Learning novel spatio-temporal representations with and without language
Thursday, June 22nd, 11am
Speaker: Efstratios Gavves, assistant professor at University of Amsterdam, The Netherlands
Abstract: In recent years rethinking video-related tasks and their optimal representations have attracted a significant amount of attention, including but not limited to action and event recognition, visual object tracking and spatio-temporal localization. In this talk, I will present our CVPR 2017 accepted work on spatio-temporal representations with and without the use of language.
I first discuss our latest work on rethinking visual object tracking. The basic assumption by visual trackers in the last 30 years was the presence of a bounding box in the first frame.
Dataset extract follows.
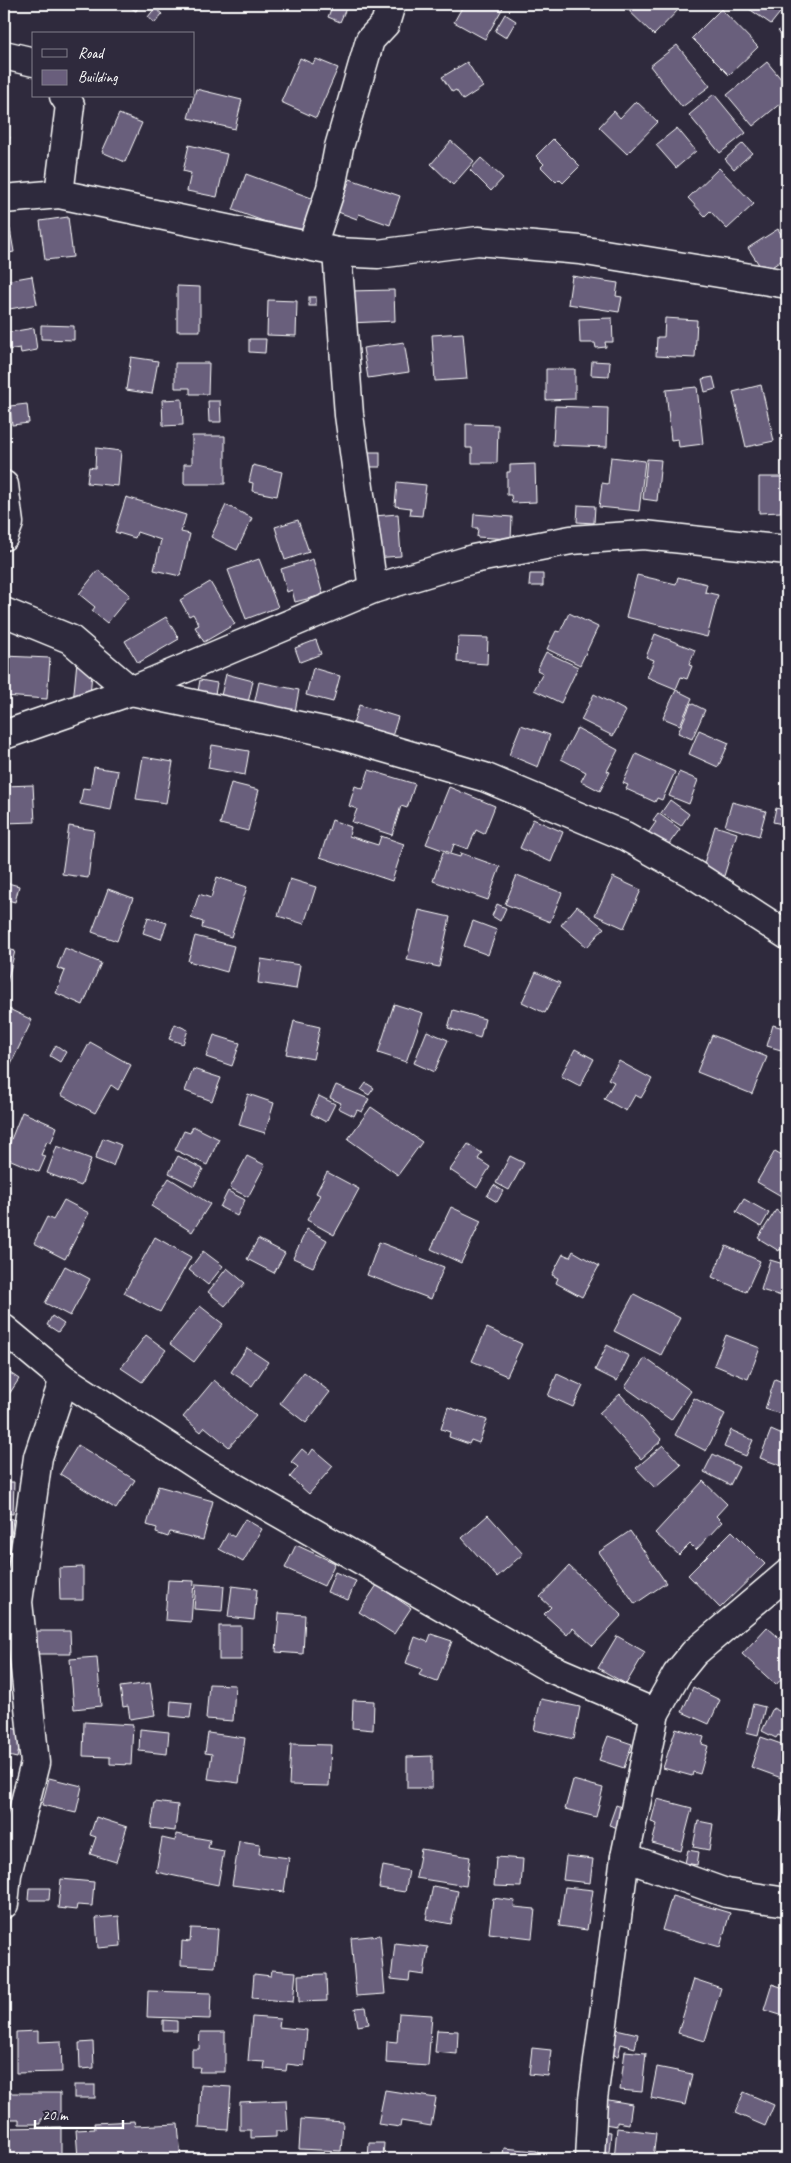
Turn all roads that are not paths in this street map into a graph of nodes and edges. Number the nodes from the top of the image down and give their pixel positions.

Rather than specifying the target in the first frame of a video by a bounding box, we propose to track the object based on a natural language specification of the target. Tracking by natural language specification not only allows for a more natural human-machine interaction but also improves tracking results. Most importantly, it allows for novel tracking scenarios, for instance, live-streaming tracking or multiple video simultaneous tracking.
Next, I focus on event detection. By definition, events are a complex combination of actions, which can be non-trivially described textually in significant detail, e.g. as in WikiHow. In this work, we show that such external databases that textually describe events allow for improved representation learning. By casting novel events via their textual description as a mixture of known events, we can retrieve relevant videos even with zero-exemplars at training time.
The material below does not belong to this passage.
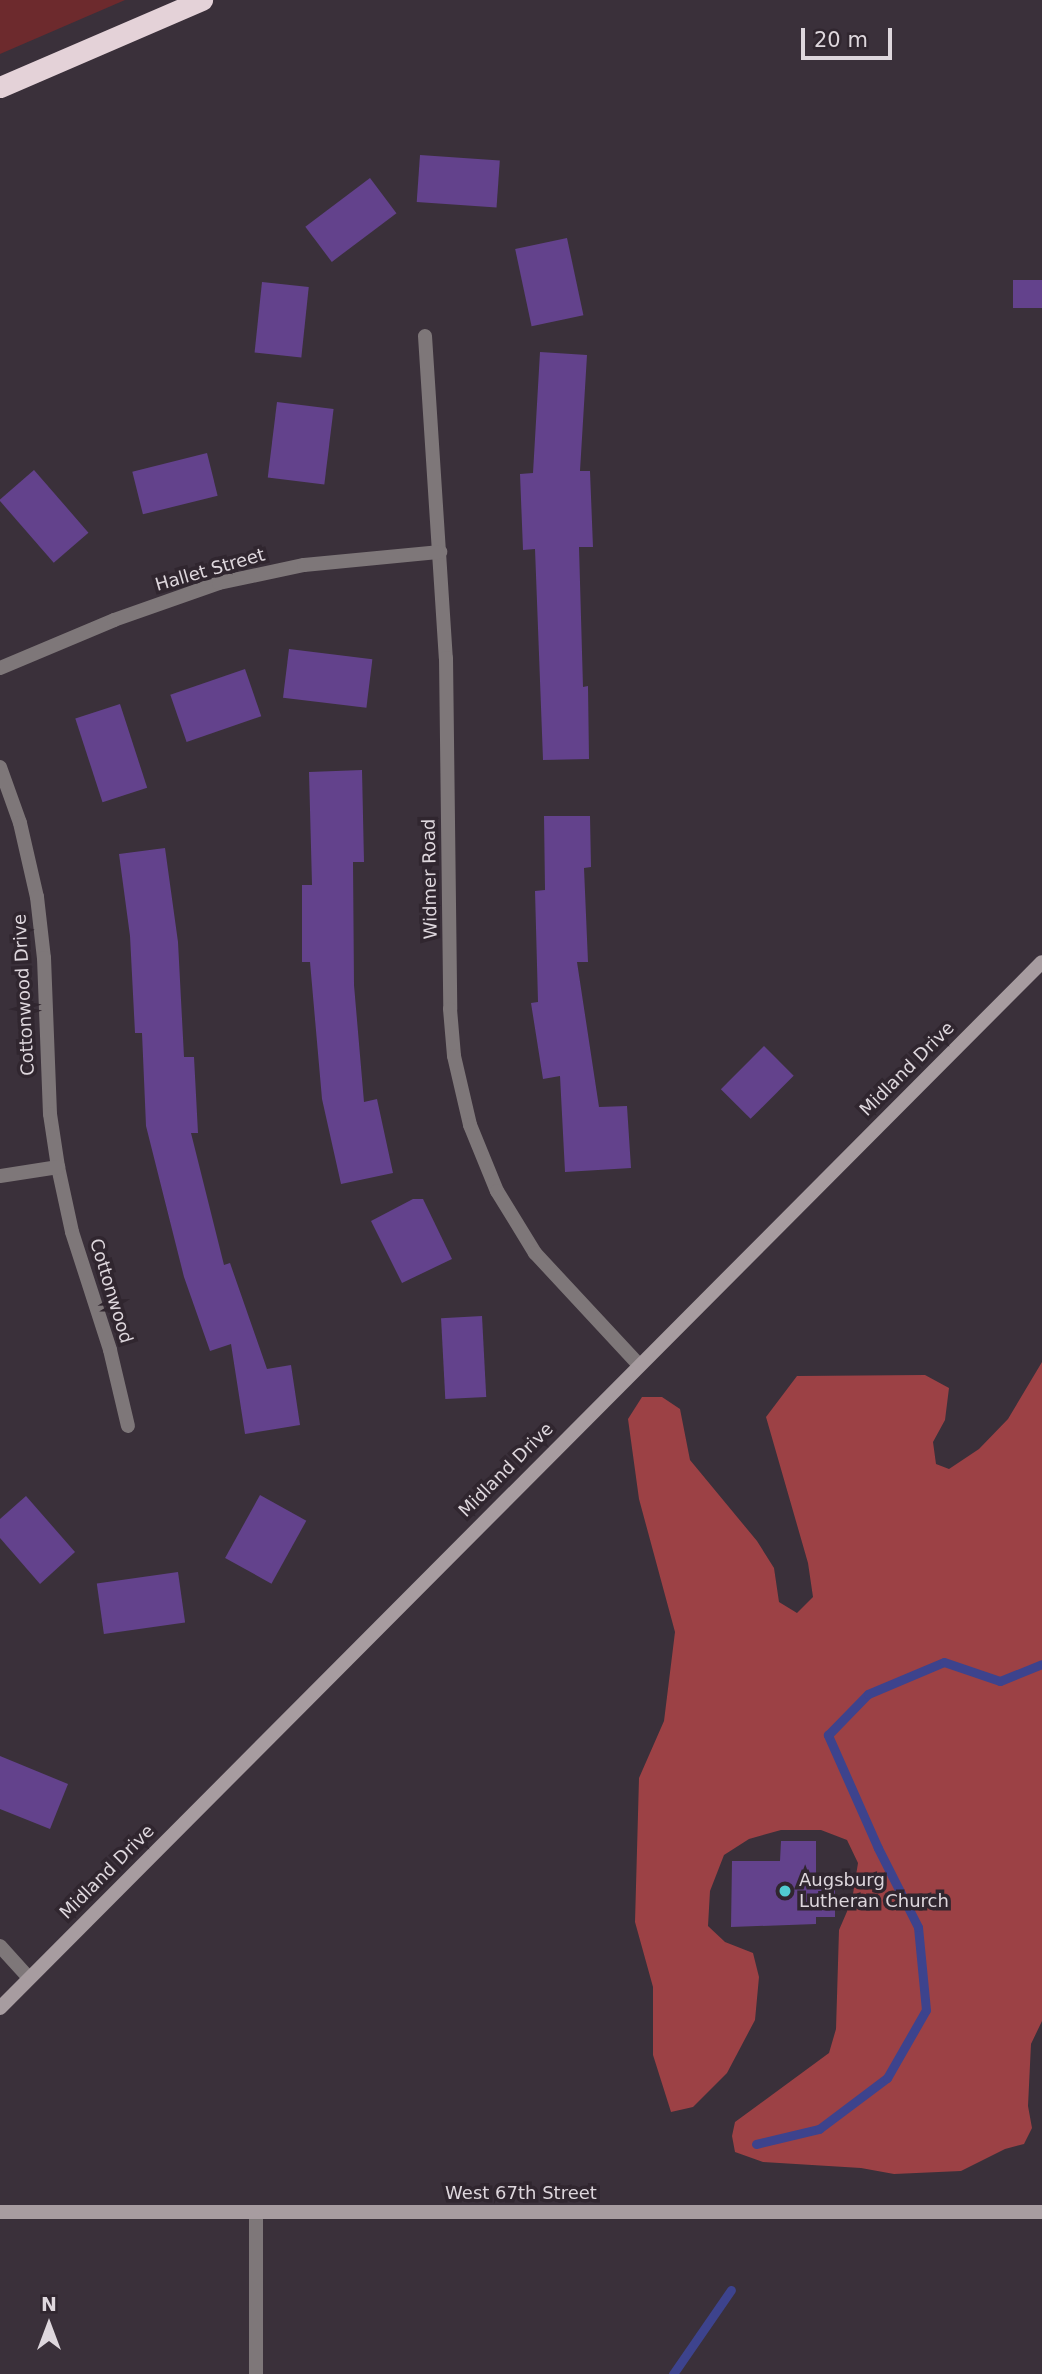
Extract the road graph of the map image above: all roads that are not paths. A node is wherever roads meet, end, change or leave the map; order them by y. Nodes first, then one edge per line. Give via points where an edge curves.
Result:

Last, I present a new self-supervised methodology specialized for video, relying on a novel auxiliary task, called odd-one-out learning. In odd-one-out learning, the machine is asked to identify the unrelated or odd element from a set of otherwise related elements. Adapting this to video, we sample sub-videos with the correct and the wrong (odd) order of frames. Our learning machine is implemented as a multi-stream convolutional neural network, which is learned end-to-end and generalizes to other related tasks such as action recognition.